Writer and producer Ryan Murphy has the midas touch when it comes to scripting hot new series for television, but at least one US market is underwhelmed.
According to the Washington Post, the Salt Lake City division of NBC television station — a satellite owned by the Church of Jesus Christ of Latter-day Saints — has just drawn a line under the famous Irish American's latest about to be hit show.
The Mormon owned station has said it will not broadcast The New Normal, a new Ryan-penned comedy series about a gay male couple having a baby via a single-mom surrogate.
This being a Ryan comedy, complications set in in the form of a 'small-minded' grandmother who is less than pleased with spiteful relish by Ellen Barkin.
Nanna, as Barkin is called, delivers trademark zingers like: 'I happen to love the gays — I could never get my hair to look this good without them.'
The New Normal is the latest offering from the creator of breakout hits like Glee, Nip/Tuck and American Horror Story. Ryan has even confessed that the show is somewhat semi-autobiographical.

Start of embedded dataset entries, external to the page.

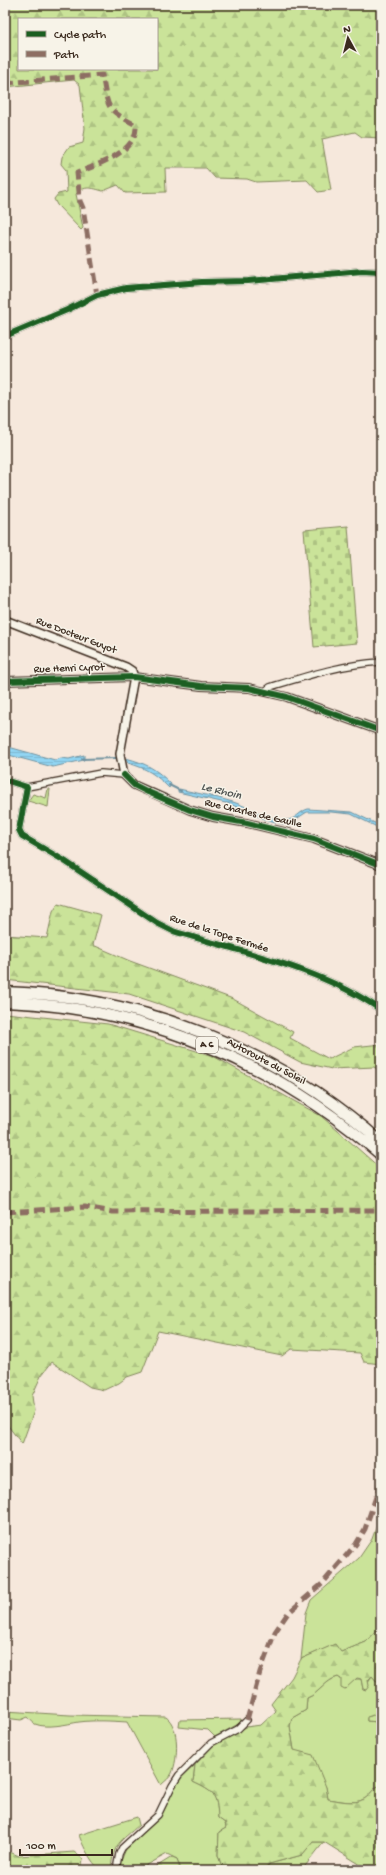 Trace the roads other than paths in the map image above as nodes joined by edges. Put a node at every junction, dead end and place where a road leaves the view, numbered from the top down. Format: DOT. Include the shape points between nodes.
graph roads {
  1 [pos="381,272"];
  2 [pos="5,336"];
  3 [pos="5,620"];
  4 [pos="381,662"];
  5 [pos="134,677"];
  6 [pos="5,681"];
  7 [pos="265,691"];
  8 [pos="381,731"];
  9 [pos="124,775"];
  10 [pos="5,780"];
  11 [pos="27,787"];
  12 [pos="381,865"];
  13 [pos="5,992"];
  14 [pos="5,1002"];
  15 [pos="381,1010"];
  16 [pos="381,1142"];
  17 [pos="381,1155"];
  18 [pos="247,1720"];
  19 [pos="116,1870"];
  1 -- 2 [label="street" via="362,271 126,288 97,295"];
  3 -- 5 [label="street, Rue Docteur Guyot" via="126,667 132,671"];
  4 -- 7 [label="street" via="337,668 270,687"];
  5 -- 6 [label="street, Rue Henri Cyrot"];
  5 -- 7 [label="street, Rue Henri Cyrot"];
  5 -- 9 [label="street" via="120,754"];
  7 -- 8 [label="street, Rue Henri Cyrot"];
  9 -- 11 [label="street" via="96,774"];
  9 -- 12 [label="street, Rue Charles de Gaulle" via="134,785 190,810 314,839"];
  10 -- 11 [label="street"];
  11 -- 15 [label="street, Rue de la Tope Fermée" via="19,830 22,836 63,860 156,923 173,931 295,968 338,985"];
  13 -- 16 [label="highway, Autoroute du Soleil / A 6" via="58,996 111,1005 158,1017 204,1033 253,1055 300,1082 341,1109"];
  14 -- 17 [label="highway, Autoroute du Soleil / A 6" via="57,1006 104,1014 161,1029 206,1045 254,1067 305,1097 344,1124"];
  18 -- 19 [label="street" via="238,1729 211,1743 180,1775 158,1815 122,1848"];
} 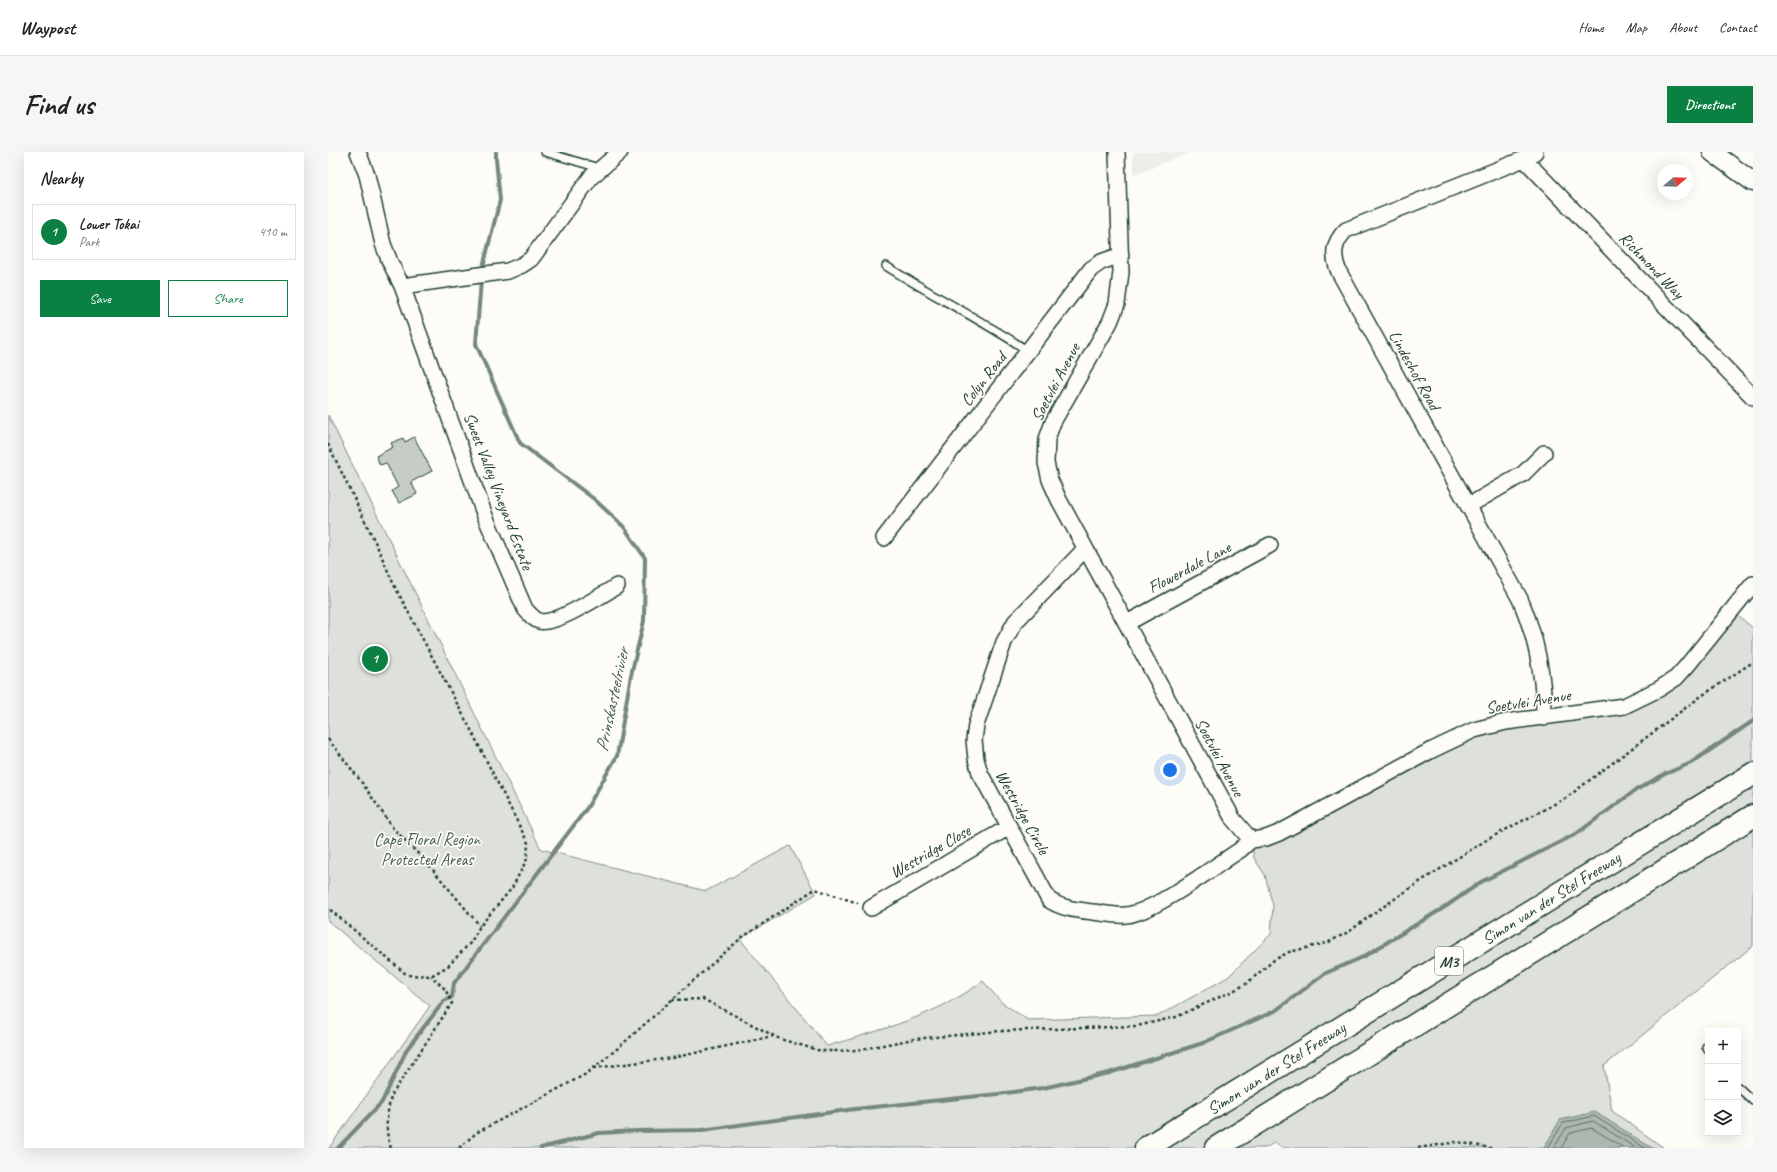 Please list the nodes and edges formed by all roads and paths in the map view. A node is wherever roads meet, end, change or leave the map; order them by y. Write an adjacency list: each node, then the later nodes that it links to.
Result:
1 (358, 152): 11 (street, Sweet Valley Vineyard Estate)
2 (545, 152): 7 (lane)
3 (620, 152): 7 (street)
4 (1117, 152): 9 (street, Soetvlei Avenue)
5 (1712, 152): 8 (street)
6 (1529, 156): 13 (street, Richmond Way); 16 (street, Lindeshof Road)
7 (600, 168): 11 (street)
8 (1753, 182)
9 (1121, 255): 12 (street, Colyn Road); 19 (street, Soetvlei Avenue)
10 (886, 266): 12 (lane)
11 (402, 286): 21 (street, Sweet Valley Vineyard Estate)
12 (1028, 351): 17 (street, Colyn Road)
13 (1752, 393)
14 (328, 444): 32 (path)
15 (1544, 453): 16 (street)
16 (1468, 506): 24 (street, Lindeshof Road)
17 (884, 538)
18 (1270, 545): 22 (street, Flowerdale Lane)
19 (1085, 549): 22 (street, Soetvlei Avenue); 28 (street, Westridge Circle)
20 (1753, 584): 24 (street, Soetvlei Avenue)
21 (617, 586)
22 (1127, 623): 29 (street, Soetvlei Avenue)
23 (1753, 662): 35 (path)
24 (1544, 718): 29 (street, Soetvlei Avenue)
25 (328, 739): 32 (path)
26 (1753, 774): 41 (highway, Simon van der Stel Freeway / M3)
27 (1753, 816): 42 (highway, Simon van der Stel Freeway / M3)
28 (1009, 827): 29 (street, Westridge Circle); 31 (street, Westridge Close)
29 (1251, 840)
30 (328, 908): 33 (path)
31 (871, 908): 34 (path)
32 (480, 926): 33 (path)
33 (431, 976): 39 (path)
34 (672, 1000): 35 (path); 36 (path)
35 (774, 1036): 36 (path)
36 (592, 1068): 40 (path)
37 (1741, 1091): 38 (lane)
38 (1753, 1101)
39 (391, 1148)
40 (460, 1148)
41 (1146, 1148)
42 (1216, 1148)
43 (1418, 1148): 44 (path)
44 (1491, 1148) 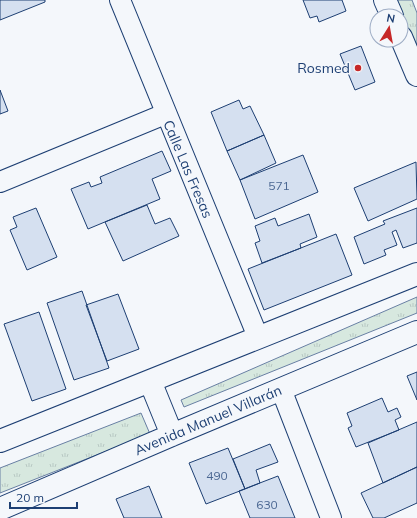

But the Mormons of Salt Lake City are having none of it.
'For our brand, this program feels inappropriate on several dimensions, especially during family viewing time,' Jeff Simpson, the CEO of Bonneville International (the Mormon Church-owned parent company of the NBC station) said last week in a statement.
Simpson, who was clearly not getting the jokes, said the show’s 'dialogue is excessively rude and crude; the scenes are too explicit and the stereotypes are offensive on all sides.'
The New Normal has also been targeted by the right wing anti-gay group One Million Moms — the same group that targeted JC Penney for featuring Ellen DeGeneres as its spokeswoman.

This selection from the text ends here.